- **WHAT YOU ARE ASKED TO DO**: Skip pictures in the listing below; copy exactly the lines from the one with "thumb cmc: (698, 630)" through the one with "middle pip: (855, 898)", inclusive.

- **INFORMATION GIVEN**:
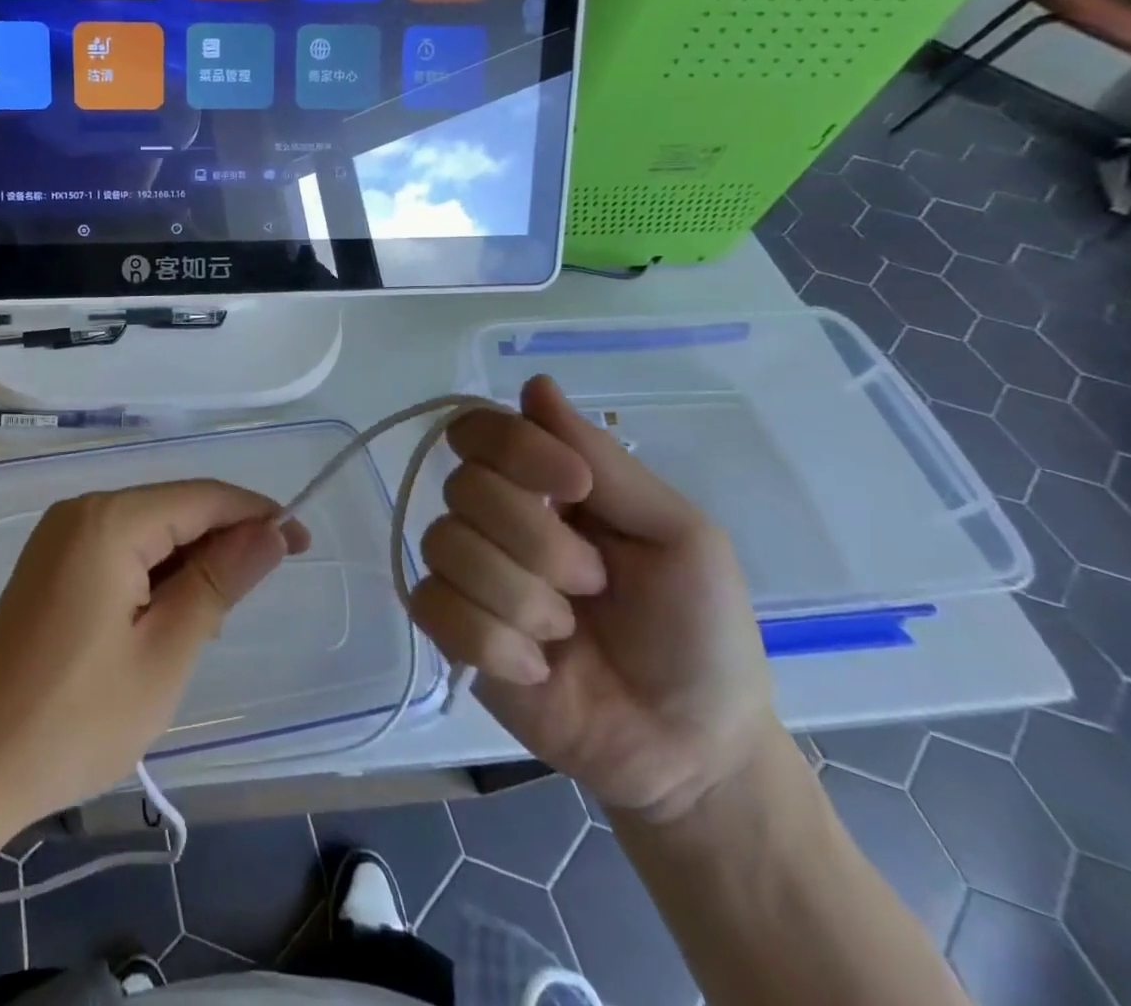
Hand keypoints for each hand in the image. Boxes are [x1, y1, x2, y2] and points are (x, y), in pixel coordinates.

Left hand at [0, 481, 309, 831]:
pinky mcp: (48, 567)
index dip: (256, 514)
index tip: (302, 543)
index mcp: (109, 521)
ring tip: (212, 616)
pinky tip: (167, 616)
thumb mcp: (165, 653)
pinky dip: (154, 574)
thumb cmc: (75, 718)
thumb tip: (269, 531)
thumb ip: (219, 580)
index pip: (202, 497)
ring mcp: (58, 539)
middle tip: (262, 588)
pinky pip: (118, 551)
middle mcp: (81, 512)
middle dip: (223, 539)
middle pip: (173, 508)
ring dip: (189, 561)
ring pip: (147, 531)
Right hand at [409, 376, 775, 824]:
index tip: (572, 488)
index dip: (512, 448)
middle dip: (537, 542)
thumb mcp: (680, 535)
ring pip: (445, 545)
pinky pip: (431, 604)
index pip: (480, 428)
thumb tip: (535, 383)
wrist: (689, 748)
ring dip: (519, 597)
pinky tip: (533, 669)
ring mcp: (467, 573)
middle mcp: (493, 517)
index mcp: (543, 485)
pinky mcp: (449, 630)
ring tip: (565, 634)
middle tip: (593, 584)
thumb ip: (604, 462)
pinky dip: (491, 641)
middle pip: (463, 486)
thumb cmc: (698, 630)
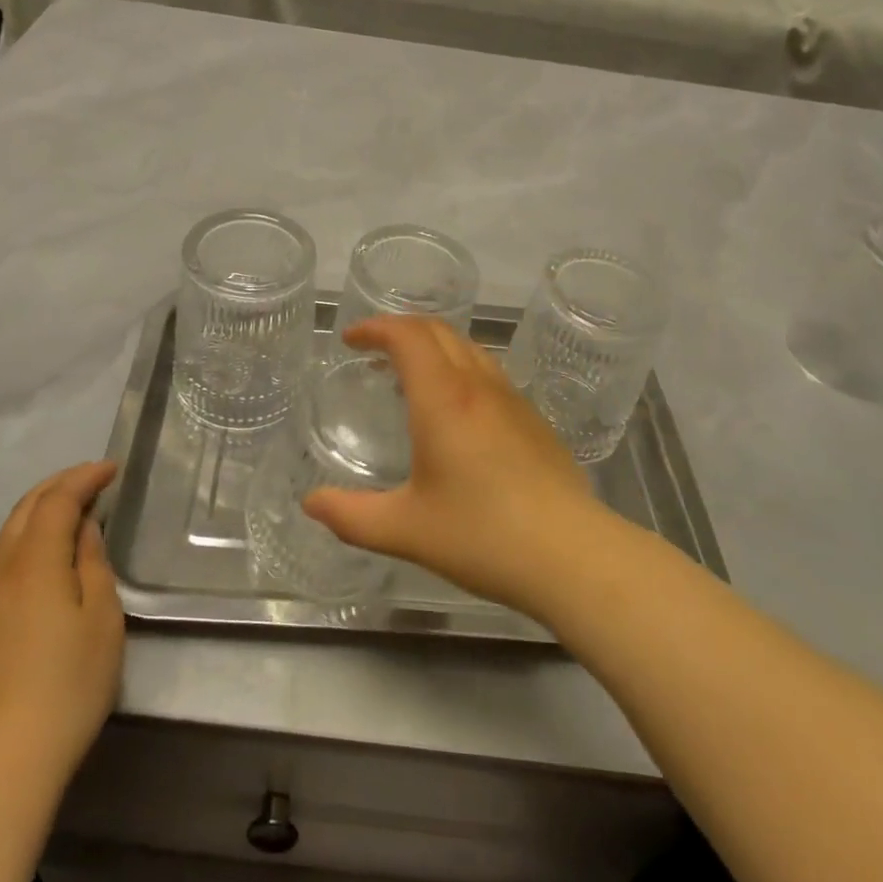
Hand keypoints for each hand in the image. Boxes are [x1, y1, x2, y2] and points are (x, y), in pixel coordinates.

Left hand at [0, 461, 124, 793]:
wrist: (0, 763)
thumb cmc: (67, 685)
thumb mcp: (101, 618)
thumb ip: (92, 563)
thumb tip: (84, 530)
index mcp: (34, 562)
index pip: (57, 500)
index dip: (85, 477)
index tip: (114, 468)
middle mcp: (0, 571)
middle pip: (25, 508)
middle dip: (59, 485)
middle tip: (94, 479)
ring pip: (9, 535)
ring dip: (41, 511)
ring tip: (75, 513)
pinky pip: (2, 562)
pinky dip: (28, 540)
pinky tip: (47, 559)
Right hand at [303, 318, 618, 618]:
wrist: (572, 554)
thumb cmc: (481, 536)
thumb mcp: (404, 530)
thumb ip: (351, 516)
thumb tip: (310, 503)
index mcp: (443, 398)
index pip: (407, 335)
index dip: (375, 327)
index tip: (350, 339)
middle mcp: (478, 386)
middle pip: (438, 331)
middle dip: (401, 329)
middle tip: (373, 349)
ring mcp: (512, 400)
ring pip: (469, 348)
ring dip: (433, 346)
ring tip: (410, 374)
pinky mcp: (534, 420)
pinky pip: (489, 373)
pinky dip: (459, 368)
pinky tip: (456, 410)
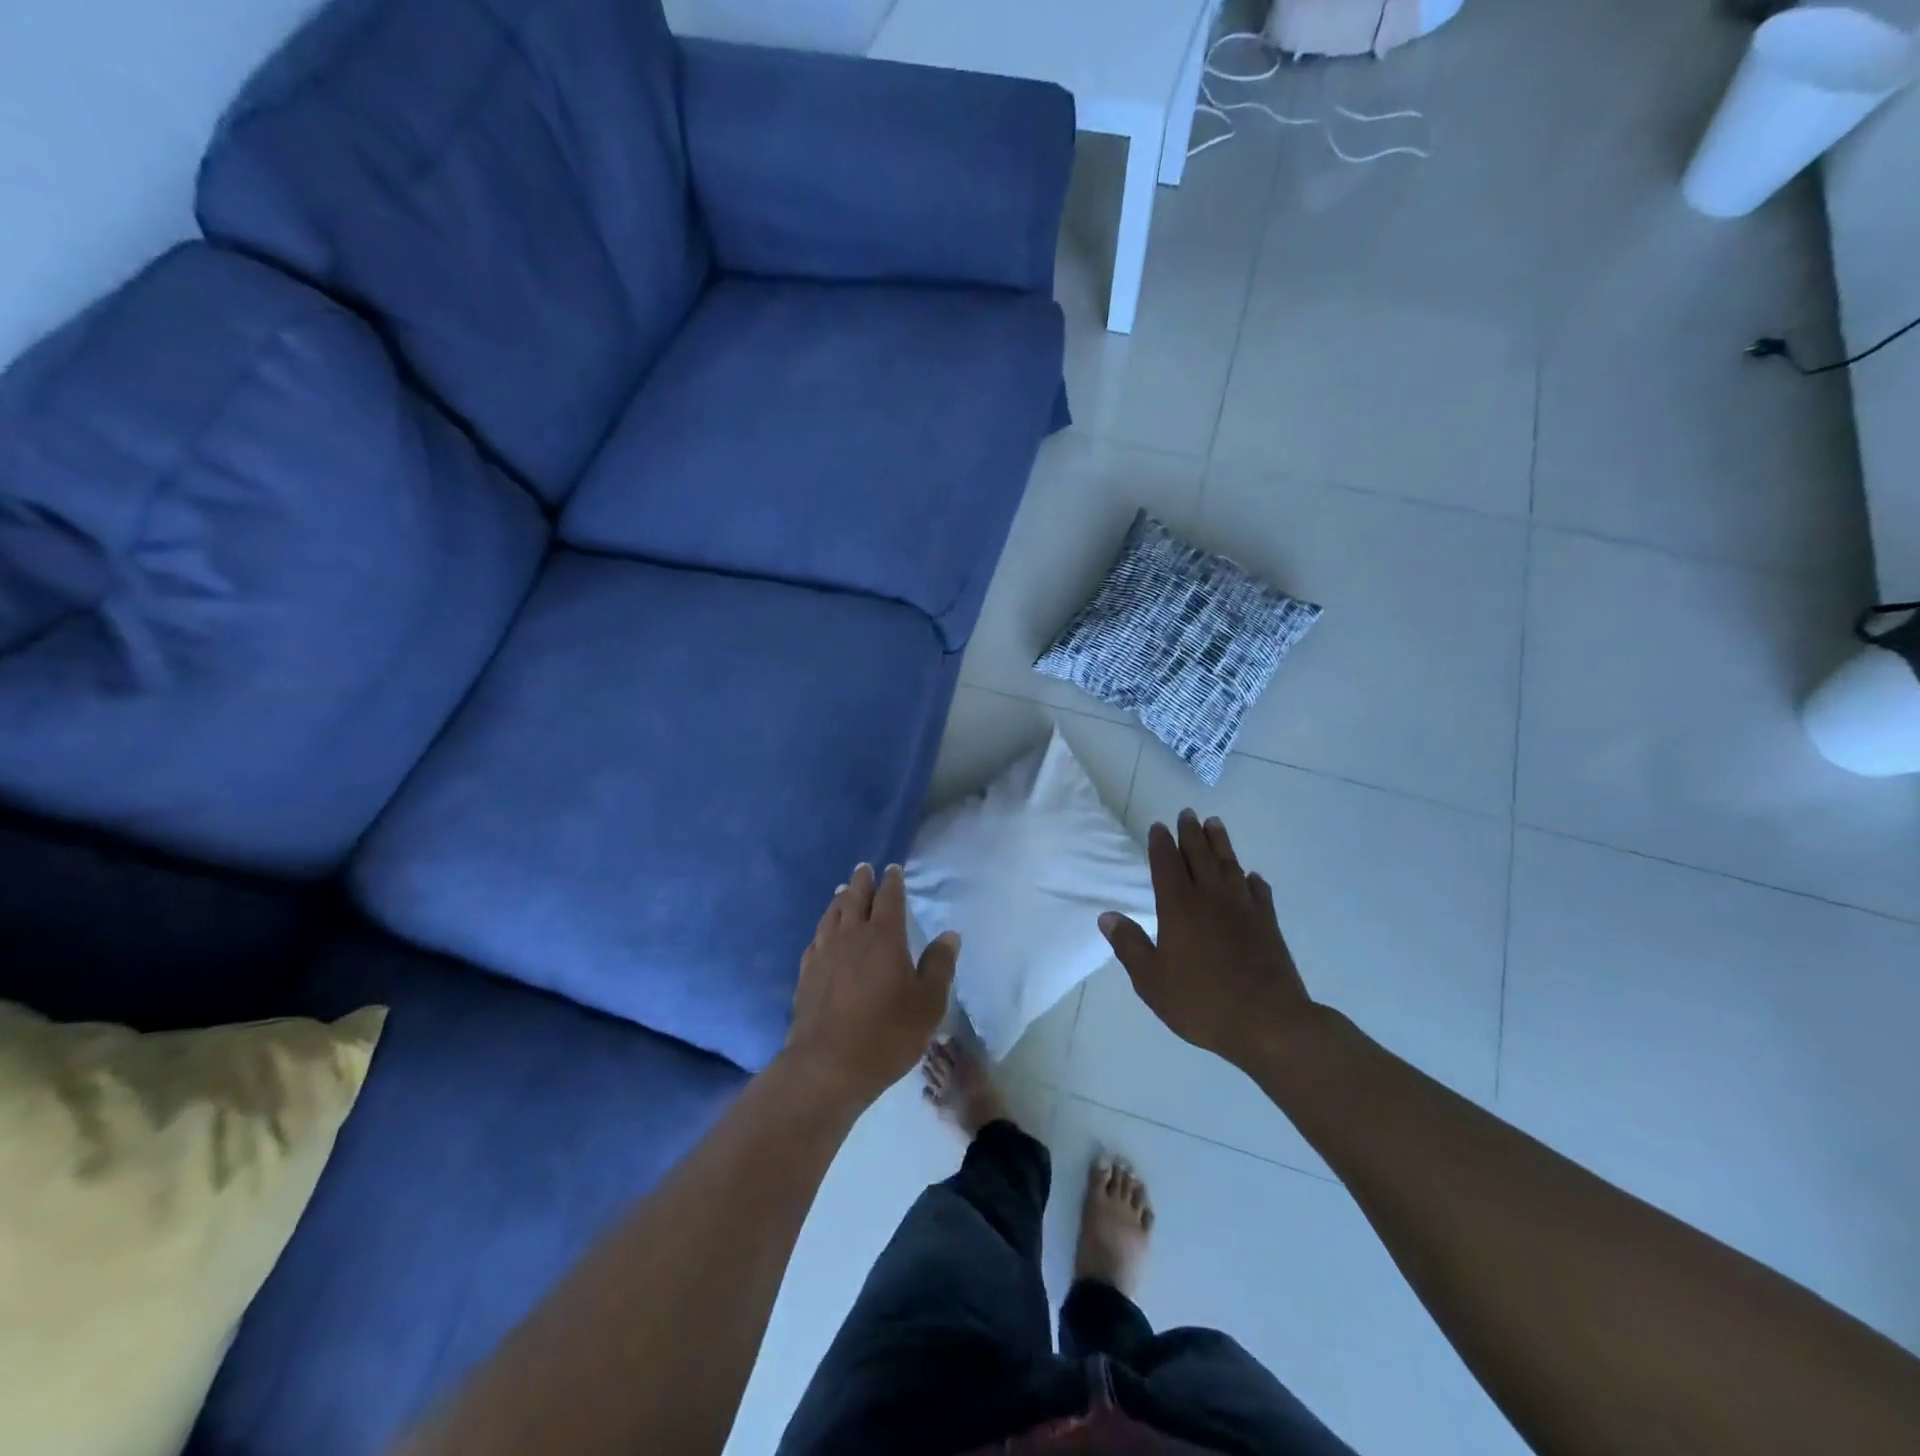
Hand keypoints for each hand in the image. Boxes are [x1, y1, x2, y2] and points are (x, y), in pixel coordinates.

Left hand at [786, 863, 958, 1104]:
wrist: (828, 1065)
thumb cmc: (887, 1033)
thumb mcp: (928, 1003)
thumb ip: (939, 966)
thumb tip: (949, 935)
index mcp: (885, 937)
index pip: (889, 898)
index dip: (892, 882)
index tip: (893, 868)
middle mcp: (852, 936)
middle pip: (855, 898)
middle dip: (862, 881)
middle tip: (864, 868)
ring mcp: (825, 953)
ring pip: (832, 915)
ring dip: (840, 900)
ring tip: (843, 891)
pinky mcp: (806, 973)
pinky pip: (816, 939)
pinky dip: (823, 927)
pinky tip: (823, 932)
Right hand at [1099, 810, 1312, 1070]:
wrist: (1269, 1022)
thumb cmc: (1202, 1002)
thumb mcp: (1152, 981)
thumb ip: (1129, 946)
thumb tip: (1107, 916)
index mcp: (1179, 907)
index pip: (1166, 865)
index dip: (1161, 844)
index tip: (1159, 826)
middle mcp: (1211, 898)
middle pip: (1199, 856)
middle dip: (1191, 833)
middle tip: (1187, 813)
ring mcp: (1243, 909)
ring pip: (1229, 866)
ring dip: (1221, 844)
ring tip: (1215, 824)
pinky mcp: (1268, 924)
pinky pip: (1259, 893)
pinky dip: (1253, 880)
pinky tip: (1251, 876)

- **ANSWER BELOW**:
thumb cmc: (698, 630)
Hand keypoints for each hand in the image. Boxes are [x1, y1, x2, y2] and points are (x, y), in pixel coordinates.

Left hand at [0, 461, 124, 793]:
wrist: (0, 763)
thumb cmc: (67, 685)
thumb mcp: (101, 618)
thumb ip: (92, 563)
thumb tip: (84, 530)
index mcp: (34, 562)
index pip: (57, 500)
index dip: (85, 477)
index tip: (114, 468)
middle mcp: (0, 571)
middle pip: (25, 508)
middle dip: (59, 485)
middle tip: (94, 479)
ring pip: (9, 535)
ring dip: (41, 511)
ring tip: (75, 513)
pinky pip: (2, 562)
pinky dip: (28, 540)
pinky tip: (47, 559)
Right hand at [303, 318, 618, 618]:
wrist: (572, 554)
thumb cmc: (481, 536)
thumb mcp: (404, 530)
thumb ip: (351, 516)
thumb tip: (310, 503)
index mcp: (443, 398)
index pip: (407, 335)
index dip: (375, 327)
index tip: (350, 339)
middle mcp: (478, 386)
middle pip: (438, 331)
middle dip: (401, 329)
middle tip: (373, 349)
ring mcp: (512, 400)
ring pip: (469, 348)
ring dip: (433, 346)
ring tip: (410, 374)
pinky mcp: (534, 420)
pinky pip: (489, 373)
pinky dip: (459, 368)
pinky tip: (456, 410)
Hand keypoints for each hand in the image. Boxes are [x1, y1, x2, y2] and points are (x, y), in pixel coordinates.

Left hand at [786, 863, 958, 1104]:
wrist: (828, 1065)
thumb cmc: (887, 1033)
thumb mcp: (928, 1003)
thumb ip: (939, 966)
thumb tip: (949, 935)
index mcp: (885, 937)
index pip: (889, 898)
index dip: (892, 882)
index tip: (893, 868)
middle mcp: (852, 936)
middle pip: (855, 898)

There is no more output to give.